Starting June 2009, Chef Louie Lee “Fish” Castro of the UP Mountaineers will give us practical tips and zesty recipes for an outdoor culinary experience!
Mountaineers often crave for comfort during tough climbs. We bring thick clothing for the cold summit weather for warmth, earth pad to provide us with a little cushion from the hard ground and of course a little home cooked meal to provide not only nourishment for the body but psychological comforting as well. Adobo has always been a favorite packed meal among young and seasoned mountaineers because of the ease in preparation as well as its long shelf life, making it an ideal main course for any meal on extended or multi-day climbs. Adodong Manok sa Gata
500g chicken breast (hehehe)
100ml white vinegar
200ml soy sauce
3 cloves garlic crushed
10g crushed black pepper
240 kakang gata (coconut milk)
Put chicken. salt, vinegar, soy sauce, crushed garlic, and pepper corn together.
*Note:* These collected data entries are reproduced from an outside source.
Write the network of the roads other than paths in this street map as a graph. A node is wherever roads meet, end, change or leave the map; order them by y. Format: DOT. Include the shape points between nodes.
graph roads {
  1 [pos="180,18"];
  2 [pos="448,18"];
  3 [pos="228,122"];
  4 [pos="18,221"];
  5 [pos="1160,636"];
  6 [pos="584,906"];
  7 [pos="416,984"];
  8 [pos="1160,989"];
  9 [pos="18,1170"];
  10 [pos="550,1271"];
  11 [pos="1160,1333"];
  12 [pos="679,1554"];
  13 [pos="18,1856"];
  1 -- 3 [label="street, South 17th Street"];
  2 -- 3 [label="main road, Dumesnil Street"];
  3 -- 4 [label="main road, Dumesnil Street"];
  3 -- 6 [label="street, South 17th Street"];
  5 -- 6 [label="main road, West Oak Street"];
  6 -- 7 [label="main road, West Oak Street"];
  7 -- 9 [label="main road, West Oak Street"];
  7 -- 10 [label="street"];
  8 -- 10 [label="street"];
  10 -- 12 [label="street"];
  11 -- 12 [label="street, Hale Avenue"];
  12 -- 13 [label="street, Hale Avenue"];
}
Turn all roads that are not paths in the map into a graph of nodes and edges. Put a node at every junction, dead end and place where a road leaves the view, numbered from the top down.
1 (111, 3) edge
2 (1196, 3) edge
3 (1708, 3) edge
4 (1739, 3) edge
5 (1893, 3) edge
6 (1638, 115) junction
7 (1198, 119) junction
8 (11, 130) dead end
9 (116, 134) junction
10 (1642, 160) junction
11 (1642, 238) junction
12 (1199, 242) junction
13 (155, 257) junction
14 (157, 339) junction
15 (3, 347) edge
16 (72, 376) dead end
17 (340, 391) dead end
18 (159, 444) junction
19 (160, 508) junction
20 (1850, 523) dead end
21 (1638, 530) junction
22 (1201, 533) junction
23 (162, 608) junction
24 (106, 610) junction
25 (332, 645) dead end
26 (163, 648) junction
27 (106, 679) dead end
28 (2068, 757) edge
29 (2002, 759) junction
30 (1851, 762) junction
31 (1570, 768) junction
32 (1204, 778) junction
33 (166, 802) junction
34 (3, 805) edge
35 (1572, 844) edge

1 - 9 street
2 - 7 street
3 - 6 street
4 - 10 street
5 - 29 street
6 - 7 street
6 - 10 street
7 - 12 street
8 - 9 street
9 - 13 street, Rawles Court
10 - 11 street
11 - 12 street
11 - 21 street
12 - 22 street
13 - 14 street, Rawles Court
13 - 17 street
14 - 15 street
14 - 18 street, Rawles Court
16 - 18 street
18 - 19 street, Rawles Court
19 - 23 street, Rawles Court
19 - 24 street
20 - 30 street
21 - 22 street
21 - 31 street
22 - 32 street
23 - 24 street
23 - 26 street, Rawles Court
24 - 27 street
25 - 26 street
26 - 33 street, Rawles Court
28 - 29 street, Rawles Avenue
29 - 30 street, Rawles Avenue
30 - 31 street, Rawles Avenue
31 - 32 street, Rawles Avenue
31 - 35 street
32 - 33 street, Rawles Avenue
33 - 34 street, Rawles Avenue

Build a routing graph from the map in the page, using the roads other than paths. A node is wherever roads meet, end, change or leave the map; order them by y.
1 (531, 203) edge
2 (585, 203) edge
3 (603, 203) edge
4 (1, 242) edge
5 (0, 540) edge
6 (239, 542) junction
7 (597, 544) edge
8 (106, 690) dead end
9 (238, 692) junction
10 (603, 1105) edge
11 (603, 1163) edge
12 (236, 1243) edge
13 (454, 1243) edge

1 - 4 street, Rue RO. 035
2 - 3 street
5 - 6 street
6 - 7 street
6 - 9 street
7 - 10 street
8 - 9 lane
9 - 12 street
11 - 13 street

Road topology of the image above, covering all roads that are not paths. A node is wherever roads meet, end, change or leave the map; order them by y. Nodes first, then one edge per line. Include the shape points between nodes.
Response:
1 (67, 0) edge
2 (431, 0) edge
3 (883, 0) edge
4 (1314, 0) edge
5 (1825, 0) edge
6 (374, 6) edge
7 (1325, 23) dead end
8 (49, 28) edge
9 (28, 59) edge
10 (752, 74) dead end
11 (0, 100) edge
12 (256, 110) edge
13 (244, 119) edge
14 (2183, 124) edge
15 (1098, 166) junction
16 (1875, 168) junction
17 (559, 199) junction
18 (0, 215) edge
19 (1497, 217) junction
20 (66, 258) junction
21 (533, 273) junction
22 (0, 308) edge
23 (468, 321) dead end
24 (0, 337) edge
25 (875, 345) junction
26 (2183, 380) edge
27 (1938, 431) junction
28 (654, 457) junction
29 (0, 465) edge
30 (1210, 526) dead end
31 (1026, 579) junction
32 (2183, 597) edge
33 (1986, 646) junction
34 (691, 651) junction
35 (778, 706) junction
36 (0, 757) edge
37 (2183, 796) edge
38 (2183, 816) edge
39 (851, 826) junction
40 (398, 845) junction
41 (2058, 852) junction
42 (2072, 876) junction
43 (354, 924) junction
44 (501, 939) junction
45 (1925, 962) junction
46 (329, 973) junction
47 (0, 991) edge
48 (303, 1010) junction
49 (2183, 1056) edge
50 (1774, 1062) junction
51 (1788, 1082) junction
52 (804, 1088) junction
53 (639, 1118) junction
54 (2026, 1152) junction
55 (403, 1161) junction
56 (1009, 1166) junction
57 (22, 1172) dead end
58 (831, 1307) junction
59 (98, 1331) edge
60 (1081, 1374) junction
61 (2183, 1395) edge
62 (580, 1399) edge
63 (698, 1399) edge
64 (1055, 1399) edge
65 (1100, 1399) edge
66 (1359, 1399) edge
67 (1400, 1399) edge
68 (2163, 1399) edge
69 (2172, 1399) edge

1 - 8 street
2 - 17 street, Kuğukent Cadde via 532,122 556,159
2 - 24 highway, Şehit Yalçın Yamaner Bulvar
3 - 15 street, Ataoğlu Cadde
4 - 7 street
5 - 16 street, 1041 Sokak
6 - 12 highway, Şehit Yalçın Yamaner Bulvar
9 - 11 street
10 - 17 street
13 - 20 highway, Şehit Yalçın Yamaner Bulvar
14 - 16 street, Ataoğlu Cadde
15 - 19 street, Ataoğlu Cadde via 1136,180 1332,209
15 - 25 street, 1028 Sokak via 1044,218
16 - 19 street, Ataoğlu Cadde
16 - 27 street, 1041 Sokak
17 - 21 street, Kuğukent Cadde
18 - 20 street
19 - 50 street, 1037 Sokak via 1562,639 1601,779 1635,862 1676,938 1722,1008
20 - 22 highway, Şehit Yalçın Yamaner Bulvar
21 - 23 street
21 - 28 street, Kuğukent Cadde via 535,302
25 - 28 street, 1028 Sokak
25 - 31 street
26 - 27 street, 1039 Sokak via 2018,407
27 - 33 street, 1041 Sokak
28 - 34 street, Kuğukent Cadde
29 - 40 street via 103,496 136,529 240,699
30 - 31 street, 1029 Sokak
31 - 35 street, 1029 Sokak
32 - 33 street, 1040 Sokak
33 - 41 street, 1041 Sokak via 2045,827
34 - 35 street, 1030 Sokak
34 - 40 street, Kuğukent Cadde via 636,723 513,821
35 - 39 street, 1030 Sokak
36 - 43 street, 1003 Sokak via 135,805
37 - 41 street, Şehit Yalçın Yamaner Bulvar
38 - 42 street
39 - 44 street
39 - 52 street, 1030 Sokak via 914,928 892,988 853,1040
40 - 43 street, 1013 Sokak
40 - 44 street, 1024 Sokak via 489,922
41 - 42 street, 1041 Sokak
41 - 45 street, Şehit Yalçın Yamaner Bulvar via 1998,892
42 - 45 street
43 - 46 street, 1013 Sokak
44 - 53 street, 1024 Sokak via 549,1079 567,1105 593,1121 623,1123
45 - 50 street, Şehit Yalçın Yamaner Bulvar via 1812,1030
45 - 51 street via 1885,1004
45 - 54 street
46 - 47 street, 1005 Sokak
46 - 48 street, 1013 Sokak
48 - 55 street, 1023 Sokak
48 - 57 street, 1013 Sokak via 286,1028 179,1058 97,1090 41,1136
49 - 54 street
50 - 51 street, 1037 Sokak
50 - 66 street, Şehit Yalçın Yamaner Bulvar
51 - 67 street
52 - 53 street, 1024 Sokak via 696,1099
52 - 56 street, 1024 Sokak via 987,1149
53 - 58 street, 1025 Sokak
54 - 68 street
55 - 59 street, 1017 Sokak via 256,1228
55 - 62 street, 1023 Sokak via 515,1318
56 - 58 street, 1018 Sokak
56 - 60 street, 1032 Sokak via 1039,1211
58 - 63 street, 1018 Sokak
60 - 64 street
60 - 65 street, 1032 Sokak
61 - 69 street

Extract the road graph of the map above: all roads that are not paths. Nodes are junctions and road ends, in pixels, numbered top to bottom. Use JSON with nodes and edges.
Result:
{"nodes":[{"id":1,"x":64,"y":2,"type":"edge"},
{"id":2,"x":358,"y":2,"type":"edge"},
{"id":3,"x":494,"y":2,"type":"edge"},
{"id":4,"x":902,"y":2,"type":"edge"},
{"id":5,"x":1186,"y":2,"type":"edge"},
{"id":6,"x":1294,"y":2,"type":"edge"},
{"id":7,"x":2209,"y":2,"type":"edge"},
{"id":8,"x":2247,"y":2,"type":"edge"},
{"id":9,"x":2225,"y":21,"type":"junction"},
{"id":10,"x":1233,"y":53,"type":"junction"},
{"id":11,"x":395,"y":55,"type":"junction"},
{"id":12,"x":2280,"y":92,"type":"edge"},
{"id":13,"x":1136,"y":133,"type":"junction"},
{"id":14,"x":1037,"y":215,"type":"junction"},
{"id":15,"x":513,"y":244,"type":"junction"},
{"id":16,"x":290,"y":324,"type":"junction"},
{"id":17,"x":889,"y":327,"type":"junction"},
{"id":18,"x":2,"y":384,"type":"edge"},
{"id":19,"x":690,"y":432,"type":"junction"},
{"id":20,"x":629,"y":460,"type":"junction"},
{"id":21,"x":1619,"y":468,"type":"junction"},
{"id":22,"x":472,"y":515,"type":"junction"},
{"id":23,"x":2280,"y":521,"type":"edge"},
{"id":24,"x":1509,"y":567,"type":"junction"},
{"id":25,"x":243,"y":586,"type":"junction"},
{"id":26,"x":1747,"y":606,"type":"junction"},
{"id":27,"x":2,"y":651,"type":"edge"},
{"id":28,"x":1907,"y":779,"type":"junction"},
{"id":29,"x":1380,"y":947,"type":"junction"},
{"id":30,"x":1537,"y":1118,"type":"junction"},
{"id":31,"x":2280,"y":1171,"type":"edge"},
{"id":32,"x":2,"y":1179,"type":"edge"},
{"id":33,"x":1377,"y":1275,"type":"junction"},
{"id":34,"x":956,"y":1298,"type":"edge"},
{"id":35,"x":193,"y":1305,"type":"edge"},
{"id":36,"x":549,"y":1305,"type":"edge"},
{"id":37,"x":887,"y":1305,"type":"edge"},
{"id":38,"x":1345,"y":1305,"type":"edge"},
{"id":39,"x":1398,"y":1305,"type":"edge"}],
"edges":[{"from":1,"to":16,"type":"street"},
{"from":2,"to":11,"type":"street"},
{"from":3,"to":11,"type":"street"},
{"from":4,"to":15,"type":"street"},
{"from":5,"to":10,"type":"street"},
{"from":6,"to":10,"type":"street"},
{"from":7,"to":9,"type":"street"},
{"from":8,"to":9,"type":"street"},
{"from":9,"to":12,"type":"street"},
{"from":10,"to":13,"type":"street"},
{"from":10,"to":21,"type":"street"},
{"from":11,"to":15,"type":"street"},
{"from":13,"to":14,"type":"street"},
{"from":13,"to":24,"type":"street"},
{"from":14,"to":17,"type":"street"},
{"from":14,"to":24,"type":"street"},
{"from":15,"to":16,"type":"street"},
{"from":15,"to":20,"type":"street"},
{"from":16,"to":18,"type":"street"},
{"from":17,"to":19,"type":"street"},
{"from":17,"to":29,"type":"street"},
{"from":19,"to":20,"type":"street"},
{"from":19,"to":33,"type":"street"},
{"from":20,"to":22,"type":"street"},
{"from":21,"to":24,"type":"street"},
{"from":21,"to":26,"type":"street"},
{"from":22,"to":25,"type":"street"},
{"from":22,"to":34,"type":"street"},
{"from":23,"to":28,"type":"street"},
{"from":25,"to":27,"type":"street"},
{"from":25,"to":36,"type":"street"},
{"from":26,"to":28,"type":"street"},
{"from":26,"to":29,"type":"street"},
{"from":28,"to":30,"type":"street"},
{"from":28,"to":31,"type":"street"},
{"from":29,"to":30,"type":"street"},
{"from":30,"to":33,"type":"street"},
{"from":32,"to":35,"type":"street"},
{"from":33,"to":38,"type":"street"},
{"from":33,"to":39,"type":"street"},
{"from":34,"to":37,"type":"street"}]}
Allow mixture to stand for about 20 to 30 minutes, stir occasionally in order to soak evenly.
Put mixture in carajay, add water, cover and let simmer until tender for about 45 to 50 minutes. stir the meat for a few times during the cooking.. Let it cool down in room temperature before storing in food container..
When cooking it on camp, ready your coconut milk or dilute gata powder in small amount of water water, reheat adodo when it reach boiling turn fire into low heat before adding gata mixture, simmer for 5 to 10 minutes..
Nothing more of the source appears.